In the first part of the thesis, we study the trade-off between the transmission reliability and data
rate in high signal-to-noise ratio regime in ad-hoc wireless
networks. Bandwidth allocation plays a significant role in this
trade-off, since dividing bandwidth reduces the number of users on
each band and consequently decreases the interference level, however
it also decreases the data rate. Noting that the interference power
is substantially influenced by the network density, this trade-off
introduces a measure for appropriate bandwidth allocation among
users considering the network density. The diversity-multiplexing trade-off
is derived for a one-dimensional regular ad-hoc
network.
In the second part of the thesis, we study the performance of point-to-point and broadcast systems
with partial channel state information at the transmitter in a time-varying environment.

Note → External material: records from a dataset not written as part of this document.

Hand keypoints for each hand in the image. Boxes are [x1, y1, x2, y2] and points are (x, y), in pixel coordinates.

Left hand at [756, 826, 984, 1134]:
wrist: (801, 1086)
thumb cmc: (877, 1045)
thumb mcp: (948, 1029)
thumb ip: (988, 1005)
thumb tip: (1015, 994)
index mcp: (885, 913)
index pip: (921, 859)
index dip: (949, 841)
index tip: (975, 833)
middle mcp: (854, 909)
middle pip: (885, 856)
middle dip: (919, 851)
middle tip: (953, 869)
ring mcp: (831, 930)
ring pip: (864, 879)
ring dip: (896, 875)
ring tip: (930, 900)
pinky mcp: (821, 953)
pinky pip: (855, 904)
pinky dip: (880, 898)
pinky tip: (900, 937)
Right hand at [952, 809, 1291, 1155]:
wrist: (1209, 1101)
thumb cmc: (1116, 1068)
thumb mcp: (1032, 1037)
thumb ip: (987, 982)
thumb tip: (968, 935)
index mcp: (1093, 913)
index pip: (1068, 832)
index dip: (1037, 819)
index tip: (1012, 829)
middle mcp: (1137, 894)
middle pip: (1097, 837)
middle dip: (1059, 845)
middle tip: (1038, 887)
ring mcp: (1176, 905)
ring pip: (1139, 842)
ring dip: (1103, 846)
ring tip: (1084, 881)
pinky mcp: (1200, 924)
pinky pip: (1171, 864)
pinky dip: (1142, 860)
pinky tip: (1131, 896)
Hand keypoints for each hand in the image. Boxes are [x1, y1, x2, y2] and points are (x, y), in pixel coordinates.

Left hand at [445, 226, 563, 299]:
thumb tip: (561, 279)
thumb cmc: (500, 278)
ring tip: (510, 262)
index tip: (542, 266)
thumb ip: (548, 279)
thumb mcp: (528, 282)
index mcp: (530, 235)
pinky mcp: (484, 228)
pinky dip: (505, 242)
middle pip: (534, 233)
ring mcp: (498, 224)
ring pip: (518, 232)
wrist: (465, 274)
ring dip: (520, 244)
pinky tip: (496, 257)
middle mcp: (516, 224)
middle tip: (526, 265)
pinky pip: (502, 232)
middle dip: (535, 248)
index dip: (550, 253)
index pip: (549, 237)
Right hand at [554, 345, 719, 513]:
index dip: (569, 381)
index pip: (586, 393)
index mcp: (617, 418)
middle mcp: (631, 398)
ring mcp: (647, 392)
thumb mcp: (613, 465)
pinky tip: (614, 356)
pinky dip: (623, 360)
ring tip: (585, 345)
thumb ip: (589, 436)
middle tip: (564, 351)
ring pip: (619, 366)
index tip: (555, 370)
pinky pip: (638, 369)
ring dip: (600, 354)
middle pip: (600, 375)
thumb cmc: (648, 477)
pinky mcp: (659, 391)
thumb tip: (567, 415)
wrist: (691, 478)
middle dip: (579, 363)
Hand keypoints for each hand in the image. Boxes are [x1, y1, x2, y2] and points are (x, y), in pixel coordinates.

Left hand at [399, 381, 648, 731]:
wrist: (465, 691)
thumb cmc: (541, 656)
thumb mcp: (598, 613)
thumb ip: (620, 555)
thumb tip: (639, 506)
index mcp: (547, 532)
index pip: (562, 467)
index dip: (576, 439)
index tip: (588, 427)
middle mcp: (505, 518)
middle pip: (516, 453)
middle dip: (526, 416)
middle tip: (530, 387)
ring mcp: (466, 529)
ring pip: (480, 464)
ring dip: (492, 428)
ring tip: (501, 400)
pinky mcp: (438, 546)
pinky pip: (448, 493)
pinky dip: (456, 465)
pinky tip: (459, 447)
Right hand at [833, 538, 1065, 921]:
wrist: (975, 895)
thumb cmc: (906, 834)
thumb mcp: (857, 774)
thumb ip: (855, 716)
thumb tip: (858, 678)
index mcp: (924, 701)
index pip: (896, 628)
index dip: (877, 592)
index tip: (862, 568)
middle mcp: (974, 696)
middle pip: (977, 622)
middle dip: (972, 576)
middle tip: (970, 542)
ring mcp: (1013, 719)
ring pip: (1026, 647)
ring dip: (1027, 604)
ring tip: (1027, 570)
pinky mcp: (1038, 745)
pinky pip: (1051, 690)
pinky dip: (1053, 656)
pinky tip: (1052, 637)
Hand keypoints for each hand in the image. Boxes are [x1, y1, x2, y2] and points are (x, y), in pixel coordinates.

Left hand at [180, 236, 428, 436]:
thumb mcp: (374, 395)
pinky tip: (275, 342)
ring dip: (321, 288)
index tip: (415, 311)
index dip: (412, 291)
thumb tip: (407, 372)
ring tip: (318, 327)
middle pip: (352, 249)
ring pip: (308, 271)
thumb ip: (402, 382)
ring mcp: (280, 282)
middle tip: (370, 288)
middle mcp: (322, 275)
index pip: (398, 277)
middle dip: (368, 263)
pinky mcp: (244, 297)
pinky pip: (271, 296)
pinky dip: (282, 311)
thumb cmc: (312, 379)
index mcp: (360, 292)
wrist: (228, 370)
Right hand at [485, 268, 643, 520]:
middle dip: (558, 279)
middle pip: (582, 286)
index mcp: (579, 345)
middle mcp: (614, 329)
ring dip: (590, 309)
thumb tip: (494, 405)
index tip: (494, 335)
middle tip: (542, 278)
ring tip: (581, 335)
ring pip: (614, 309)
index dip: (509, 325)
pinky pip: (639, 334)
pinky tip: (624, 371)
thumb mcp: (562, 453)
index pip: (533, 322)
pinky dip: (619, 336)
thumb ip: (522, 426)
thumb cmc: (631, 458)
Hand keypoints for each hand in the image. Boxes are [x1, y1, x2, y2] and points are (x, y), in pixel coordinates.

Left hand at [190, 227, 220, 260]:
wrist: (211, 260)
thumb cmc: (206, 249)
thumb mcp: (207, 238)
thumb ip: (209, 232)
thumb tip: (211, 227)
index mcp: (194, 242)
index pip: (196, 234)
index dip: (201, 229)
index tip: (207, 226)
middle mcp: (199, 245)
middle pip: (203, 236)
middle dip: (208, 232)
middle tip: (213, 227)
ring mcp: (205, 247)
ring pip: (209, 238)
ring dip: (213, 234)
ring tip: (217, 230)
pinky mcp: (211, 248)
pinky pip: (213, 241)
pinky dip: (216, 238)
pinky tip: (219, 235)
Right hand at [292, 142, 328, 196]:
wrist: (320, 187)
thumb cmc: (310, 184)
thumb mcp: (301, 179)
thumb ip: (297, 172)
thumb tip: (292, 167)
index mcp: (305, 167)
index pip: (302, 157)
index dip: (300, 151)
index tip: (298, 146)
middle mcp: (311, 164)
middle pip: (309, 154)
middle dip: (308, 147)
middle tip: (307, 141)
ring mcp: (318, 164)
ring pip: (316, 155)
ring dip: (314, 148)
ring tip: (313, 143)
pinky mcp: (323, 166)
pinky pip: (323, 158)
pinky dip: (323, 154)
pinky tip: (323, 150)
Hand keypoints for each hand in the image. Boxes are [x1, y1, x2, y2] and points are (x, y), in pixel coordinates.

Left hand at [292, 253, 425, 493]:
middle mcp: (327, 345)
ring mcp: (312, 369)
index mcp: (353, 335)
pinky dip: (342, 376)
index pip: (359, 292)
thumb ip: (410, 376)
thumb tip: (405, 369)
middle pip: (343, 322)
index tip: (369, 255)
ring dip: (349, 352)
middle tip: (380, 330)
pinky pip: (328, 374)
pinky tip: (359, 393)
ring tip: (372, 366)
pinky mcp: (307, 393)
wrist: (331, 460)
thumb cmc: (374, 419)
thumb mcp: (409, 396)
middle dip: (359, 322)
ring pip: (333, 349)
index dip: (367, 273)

First, the capacity of time-varying channels with
periodic feedback at the transmitter is evaluated. It is assumed that the
channel state information is perfectly known at the receiver
and is fed back to the transmitter at the regular time-intervals. The system capacity is investigated in two cases: i) finite state Markov channel, and
ii) additive white Gaussian noise channel with time-correlated fading. In a multiuser scenario, we consider a downlink system in which a single-antenna base
station communicates with single antenna users, over a
time-correlated fading channel. It is assumed that
channel state information is perfectly known at each receiver, while
the rate of channel variations and the fading
gain at the beginning of each frame are known to the transmitter. The asymptotic throughput of the
scheduling that transmits to the user with the maximum signal to
noise ratio is examined applying variable code rate and/or variable
codeword length signaling. It is shown that by selecting a fixed codeword
length for all users, the order of the maximum possible throughput (corresponding to quasi-static fading) is achieved.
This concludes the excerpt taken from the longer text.